Batata – A colheita da safrinha cultivada na região dos Campos de Cima da Serra vai sendo concluída, com rendimentos dentro do esperado, tubérculos com bom calibre e sanidade. Comercialmente, o produto, que esteve com baixa cotação no início da colheita, recuperou a valoração e vem remunerando de forma satisfatória os bataticultores. O preço médio para a saca de 50 quilos de tubérculos lavados é de R$ 90,00/sc. para a batata película rosa e de R$ 110,00/sc. para a batata branca.

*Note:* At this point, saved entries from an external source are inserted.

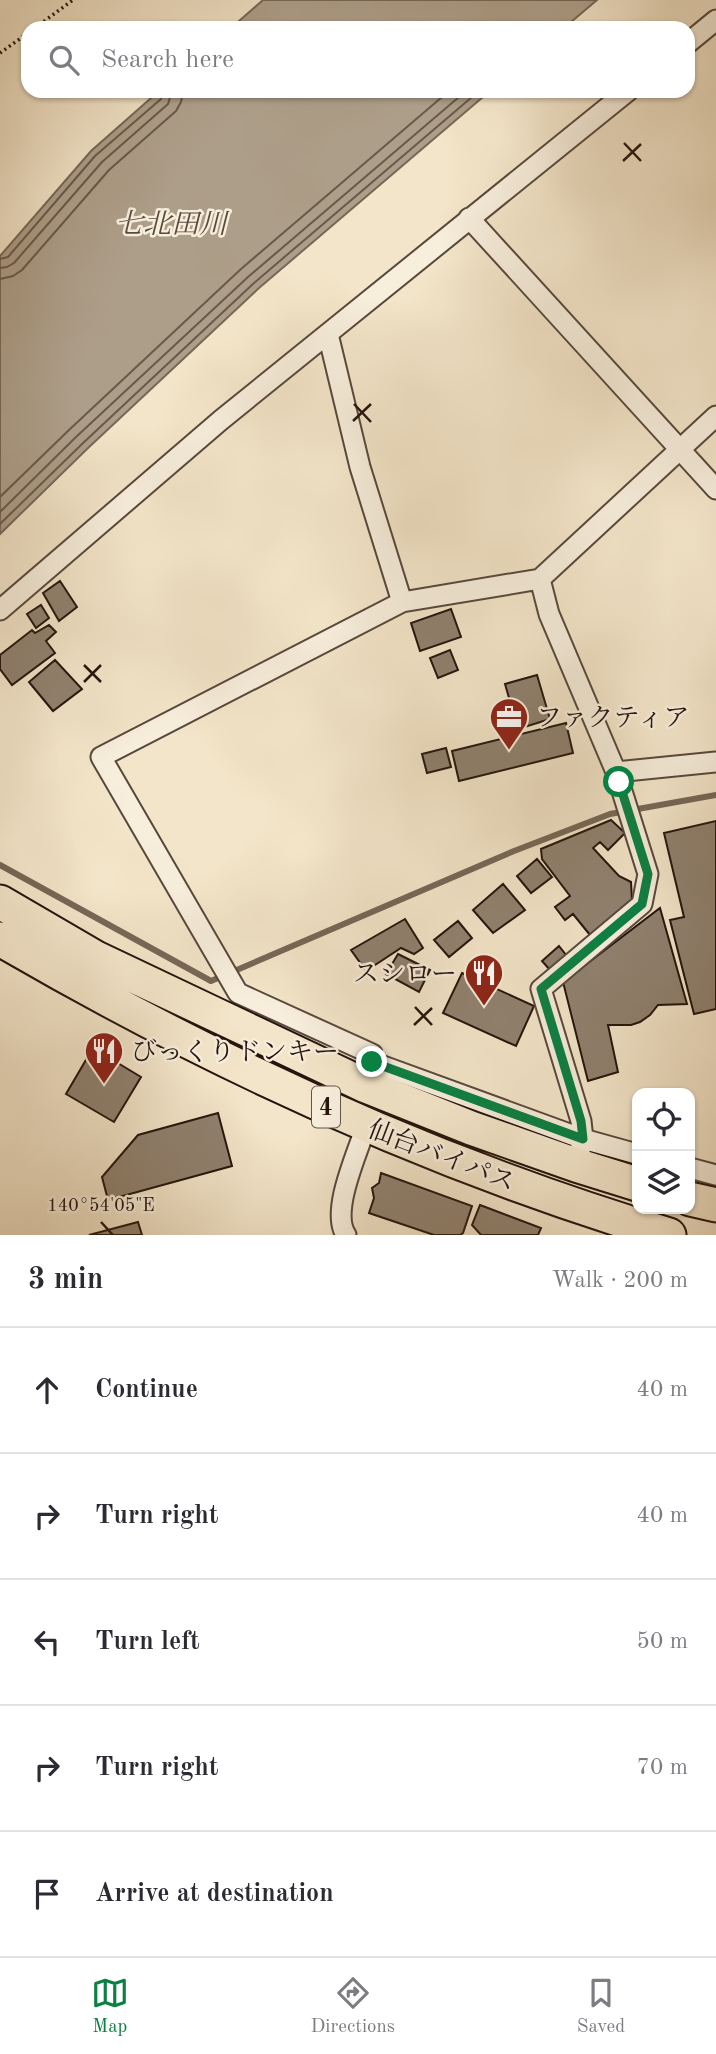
<!DOCTYPE html>
<meta charset="utf-8">
<style>
:root{--surface:#fff;--page:#f7f7f7;--text:#2b2b33;--muted:#7c7c81;--line:#e1e1e2;--accent:#0b8043}
body{margin:0;font-family:"Old Standard TT","Noto Serif JP",serif;background:var(--page);color:var(--text)}
.controls{position:absolute;right:21px;bottom:21px;display:grid;overflow:hidden;border-radius:14px;box-shadow:0 2px 5px #0004}
.controls button{width:63px;height:63px;display:grid;place-items:center;padding:0;border:0;border-bottom:2px solid var(--line);background:var(--surface);color:var(--text);font:35px sans-serif}
.stop{position:absolute;width:21px;height:21px;margin:-16px;border:5px solid #0b8043;border-radius:50%;background:#fff}
.stop.end{background:#0b8043;border-color:#fff;box-shadow:0 2px 7px #0008}
.list{margin:0;padding:0;list-style:none}
h2{display:flex;justify-content:space-between;align-items:center;height:91px;margin:0;padding:0 28px;font-size:30px}
h2 small{font-size:23px;font-weight:400;color:var(--muted)}
.list li{display:grid;grid-template-columns:46px 1fr auto;gap:21px;align-items:center;box-sizing:border-box;height:126px;padding:0 28px;border-top:2px solid var(--line)}
.list b{display:block;font-size:26px;white-space:nowrap}
.list em{font-size:23px;font-style:normal;color:var(--muted)}
.icon{flex:none;width:38px;height:38px;fill:none;stroke:currentColor;stroke-width:2;stroke-linecap:round;stroke-linejoin:round}
.map{position:relative;flex:none;width:716px;height:1235px;overflow:hidden}
.search{position:absolute;background:var(--surface);box-shadow:0 2px 5px #0004;left:21px;right:21px;top:21px;height:77px;display:flex;align-items:center;gap:18px;box-sizing:border-box;padding:0 24px;border-radius:21px;color:var(--muted);font-size:26px}
.sheet{height:721px;background:var(--surface)}
nav{display:flex;justify-content:space-around;align-items:center;box-sizing:border-box;height:98px;border-top:2px solid var(--line);background:var(--surface);font-size:19px;color:var(--muted)}
nav a{display:grid;justify-items:center;gap:4px}
nav .on{color:var(--accent)}
.map>svg:first-child{display:block}
.water{fill:#ad9e89;stroke:#776757;stroke-width:2}
.lines{fill:none;stroke-linecap:round;stroke-linejoin:round}
.shore{stroke:#69594b;stroke-width:2}
.stream{stroke:#776757;stroke-width:6}
.building{fill:#90816f;stroke:#25140d;stroke-width:2}
.minor-casing{stroke:#58483c;stroke-width:23}
.trunk-casing{stroke:#25140d;stroke-width:37}
.path{stroke:#25140d;stroke-width:3.5;stroke-dasharray:2 3.5;stroke-linecap:butt}
.minor{stroke:#f7eedc;stroke-width:19}
.trunk{stroke:#f3e5c9;stroke-width:33}
.route{stroke:#0b8043;stroke-width:9}
.ticks{fill:none;stroke:#25140d;stroke-width:2.5}
.labels{text-anchor:middle;stroke-width:5;stroke-linejoin:round;paint-order:stroke}
.shield{fill:#f7eedc;stroke:#64554b;stroke-width:2}
.shield-label{font-size:24px;font-weight:bold;fill:#25140d}
.poi-label{font-size:26px;fill:#25140d;stroke:#f7eedc;text-anchor:start}
.street-label{font-size:26px;fill:#25140d;stroke:#f7eedc}
.water-label{font-size:28px;font-style:italic;fill:#5b4b3f;stroke:#f7eedc}
.ticks-label{font-size:18px;text-anchor:middle;fill:#25140d;stroke:#f7eedc;stroke-width:5;stroke-linejoin:round;paint-order:stroke}
</style>
<div class="map">
<svg width="716" height="1235" viewBox="0 0 716 1235">
<rect width="100%" height="100%" fill="#f3e5c9"/>
<filter id="stains"><feTurbulence type="fractalNoise" baseFrequency=".00286" numOctaves="4"/><feColorMatrix values="0 0 0 0 .2 0 0 0 0 .09 0 0 0 0 .02 0 0 0 .5 -.17"/></filter>
<radialGradient id="worn" r=".72"><stop offset=".6" stop-color="#630" stop-opacity="0"/><stop offset="1" stop-color="#630" stop-opacity=".3"/></radialGradient>
<path class="water" d="M263,0H597L564,28H231Z
M159,91H490L259,288L87,449L0,534V256L91,151Z"/>
<g class="lines">
<path class="shore" d="M0,259L8,257L95,156L161,99L163,91
M0,268L7,267L14,263L102,162L168,104L172,91
M0,279L13,276L22,270L109,170L176,111L181,102L183,91
M0,497L69,430L241,269L449,91
M0,512L76,437L248,277L466,91
M0,524L82,444L254,283L479,91"/>
<path class="stream" d="M0,865L211,981L514,851L610,814L716,795"/>
</g>
<path class="building" d="M60,581L77,607L59,621L43,593Z
M41,605L49,618L36,628L27,614Z
M451,609L461,637L420,651L411,623Z
M49,625L56,632L46,641L55,653L12,685L0,669V655L32,630L35,633Z
M450,650L458,670L438,678L430,658Z
M55,660L82,689L53,711L29,682Z
M537,675L550,719L518,729L505,684Z
M566,723L573,753L459,781L452,751Z
M446,748L451,767L427,773L422,754Z
M611,820L625,833L608,850L600,842L593,848L619,876L631,882L632,901L590,935L573,914L565,920L555,907L570,896L542,859L541,849Z
M716,821V1009L694,1014L670,920L684,917L664,833Z
M537,859L552,877L531,893L517,876Z
M503,884L525,910L493,933L473,910Z
M660,908L687,1004L658,1005L650,1015L640,1022L631,1025H608L618,1072L588,1081L563,982Z
M405,919L423,948L414,954L401,948L366,971L351,950Z
M458,921L472,938L449,957L434,940Z
M559,946L566,955L550,970L542,961Z
M398,954L430,970L419,992L386,974Z
M462,973L534,1006L516,1046L443,1013Z
M93,1048L141,1077L114,1122L66,1094Z
M218,1113L232,1166L108,1200L102,1177L138,1135Z
M381,1173L472,1206L463,1233L460,1235H434L369,1213L374,1198L372,1188L379,1183Z
M480,1205L541,1228L538,1235H481L472,1225Z
M138,1222L142,1235H89Z"/>
<g class="lines">
<g class="minor-casing">
<path id="minor" d="M688,43L716,20
M469,218L716,489
M328,334L360,467L402,602
M0,610L221,420L628,91
M616,772L716,762
M372,1062L583,1139L637,1154
M366,1086L371,1069L372,1054L238,993L101,757L402,602L540,579
M576,1165L583,1139L581,1121L541,989L642,904L648,874L616,772L549,614L540,579L716,416
M690,1168L716,1175
M346,1235C330,1211 358,1152 366,1126"/>
</g>
<g class="trunk-casing">
<path id="trunk" d="M0,902L96,958L366,1086L471,1128L576,1165L637,1184
M0,939C211,1062 435,1165 669,1235
M690,1199L716,1205"/>
</g>
<path class="path" d="M35,28L73,0
M0,53L28,33"/>
<use href="#minor" class="minor"/>
<use href="#trunk" class="trunk"/>
</g>
<g class="lines">
<path class="route" d="M372,1062L583,1139L581,1121L541,989L642,904L648,874L619,782"/>
</g>
<path class="ticks" d="M624,143L641,161M623,161L641,144M354,404L371,422M353,421L371,404M84,665L101,682M84,682L101,665M415,1007L432,1025M414,1025L432,1008M101,1222L113,1235"/>
<defs>
<g id="office-pin" transform="scale(2.0125)"><path d="M0 17L-7.5 6A9.5 9.5 0 1 1 7.5 6Z" fill="#8f2418" stroke="#f7eedc"/><path d="M-6-3h4V-5.5h4V-3h4V5H-6ZM-1-4.5V-3h2v-1.5ZM-6 0V1H6V0Z" fill="#fff"/></g>
<g id="restaurant-pin" transform="scale(2.0125)"><path d="M0 17L-7.5 6A9.5 9.5 0 1 1 7.5 6Z" fill="#8f2418" stroke="#f7eedc"/><path d="M-5-6h1v4h1v-4h1v4h1v-4h1v5L-1.5 .5V6h-2V.5L-5-1ZM5-6V6H3V1.5H1.5Q1.5-4 5-6Z" fill="#fff"/></g>
</defs>
<g fill-rule="evenodd">
<use href="#office-pin" x="509" y="717"/>
<use href="#restaurant-pin" x="484" y="973"/>
<use href="#restaurant-pin" x="104" y="1051"/>
</g>
<g class="labels">
<rect class="shield" x="312" y="1086.5" width="28" height="41" rx="5"/>
<g class="shield-label">
<text x="326" y="1115">4</text>
</g>
<g class="poi-label">
<text x="536" y="726">ファクティア</text>
<text x="457" y="982" text-anchor="end">スシロー</text>
<text x="131" y="1060">びっくりドンキー</text>
</g>
<g class="street-label">
<text transform="translate(442 1155) rotate(21)" y="9">仙台バイパス</text>
</g>
<g class="water-label">
<text x="171" y="233">七北田川</text>
</g>
</g>
<g class="ticks-label">
<text x="101" y="1211">140°54'05"E</text>
</g>
<rect width="100%" height="100%" filter="url(#stains)"/>
<rect width="100%" height="100%" fill="url(#worn)"/>
</svg>
<div class="controls">
<button><svg class="icon" aria-label="locate" viewBox="0 0 24 24"><circle cx="12" cy="12" r="6"/><path d="M12 2v4M12 18v4M2 12h4M18 12h4"/></svg></button>
<button><svg class="icon" aria-label="layers" viewBox="0 0 24 24"><path d="M12 4l9 5-9 5-9-5zM3 14l9 5 9-5"/></svg></button>
</div>
<div class="stop" style="left:619px;top:782px"></div>
<div class="stop end" style="left:372px;top:1062px"></div>
<div class="search"><svg class="icon" aria-label="search" viewBox="0 0 24 24"><circle cx="10" cy="10" r="6"/><path d="M15 15l6 6"/></svg>Search here</div>
</div>
<section class="sheet">
<h2>3 min<small>Walk · 200 m</small></h2>
<ul class="list">
<li><svg class="icon" aria-label="ahead" viewBox="0 0 24 24"><path d="M12 20V5M6 11l6-6 6 6"/></svg><div><b>Continue</b></div><em>40 m</em></li>
<li><svg class="icon" aria-label="right" viewBox="0 0 24 24"><path d="M7 20v-9h11M14 6l5 5-5 5"/></svg><div><b>Turn right</b></div><em>40 m</em></li>
<li><svg class="icon" aria-label="left" viewBox="0 0 24 24"><path d="M17 20v-9H6M10 6l-5 5 5 5"/></svg><div><b>Turn left</b></div><em>50 m</em></li>
<li><svg class="icon" aria-label="right" viewBox="0 0 24 24"><path d="M7 20v-9h11M14 6l5 5-5 5"/></svg><div><b>Turn right</b></div><em>70 m</em></li>
<li><svg class="icon" aria-label="arrive" viewBox="0 0 24 24"><path d="M6 21V4h12l-3 4 3 4H6"/></svg><div><b>Arrive at destination</b></div></li>
</ul>
</section>
<nav>
<a class="on"><svg class="icon" aria-label="map" viewBox="0 0 24 24"><path d="M3 6l6-2 6 2 6-2v14l-6 2-6-2-6 2zM9 4v14M15 6v14"/></svg>Map</a>
<a><svg class="icon" aria-label="directions" viewBox="0 0 24 24"><path d="M12 3l9 9-9 9-9-9zM9 14v-3h6M13 9l2 2-2 2"/></svg>Directions</a>
<a><svg class="icon" aria-label="saved" viewBox="0 0 24 24"><path d="M7 4h10v16l-5-4-5 4z"/></svg>Saved</a>
</nav>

Quivi – Na região da Serra, as variedades precoces e glabras (sem pelos) já foram colhidas e comercializadas. Agora é iniciada a colheita dos materiais tardios, que representam 85% da produção da região. A prática cultural do acompanhamento da evolução (medição) do grau brix vem sendo adotada pela maioria dos quivicultores, sendo indispensável para a tomada da decisão relativa ao momento da colheita. As plantas apresentam-se com bom vigor, carga mediana e frutos de ótimo calibre. Comercialmente, o mercado se mantém aquecido e comprador; a cotação média na propriedade é de R$ 2,50/kg para calibre médio e de R$ 3,00/kg para frutas de maior calibre.

CRIAÇÕES
Bovinocultura de corte – A semana foi de clima favorável para o desenvolvimento de campos nativos, pastagens perenes e cultivadas de verão. O nível adequado de umidade do solo, associado à boa radiação solar e a temperaturas amenas à noite e elevadas durante o dia, possibilitou boa recuperação das pastagens, mesmo em final de ciclo de produção.
Nas áreas cultivadas com soja, intensifica-se a germinação das pastagens de inverno, principalmente aveia e azevém semeadas a lanço ou por aviação, no sistema de integração lavoura-pecuária, para a engorda e pastoreio do gado de corte, ou para cobertura do solo e posterior incorporação de matéria orgânica. O clima também é favorável ao desenvolvimento do azevém “guaxo”, que complementará a oferta de volumoso no inverno. As restevas de arroz recém-colhidas são uma boa opção forrageira. Melhora também para as condições de implantação das pastagens com leguminosas (trevos e cornichões). Os produtores reclamam dos altos preços das sementes forrageiras para implantação das pastagens de inverno.
Nota-se recuperação de peso do rebanho bovino, com possibilidade de entrar o inverno com bom escore corporal. Ocorreu também uma melhora nas aguadas para dessedentação animal, que vinham sendo prejudicadas pela estiagem do início de abril. A lotação deve ser de acordo com a oferta de pastagem. Quanto ao manejo sanitário, ainda é forte a infestação por carrapatos e mosca-do-chifre, com registro de casos de tristeza parasitária, típicos do ataque dos carrapatos de terceira geração. Produtores vacinam também contra clostridiose e brucelose e fazem controle das verminoses na bovinocultura.
Quanto ao manejo reprodutivo, a partir deste mês se intensificam os diagnósticos de gestação, apartando as vacas vazias para descarte e engorda. No diagnóstico de gestação, são aplicadas as vacinas para doenças da reprodução nas vacas prenhes. Se intensificam também os desmames de terneiros e os preparos para as feiras que se realizam no final de abril e em maio.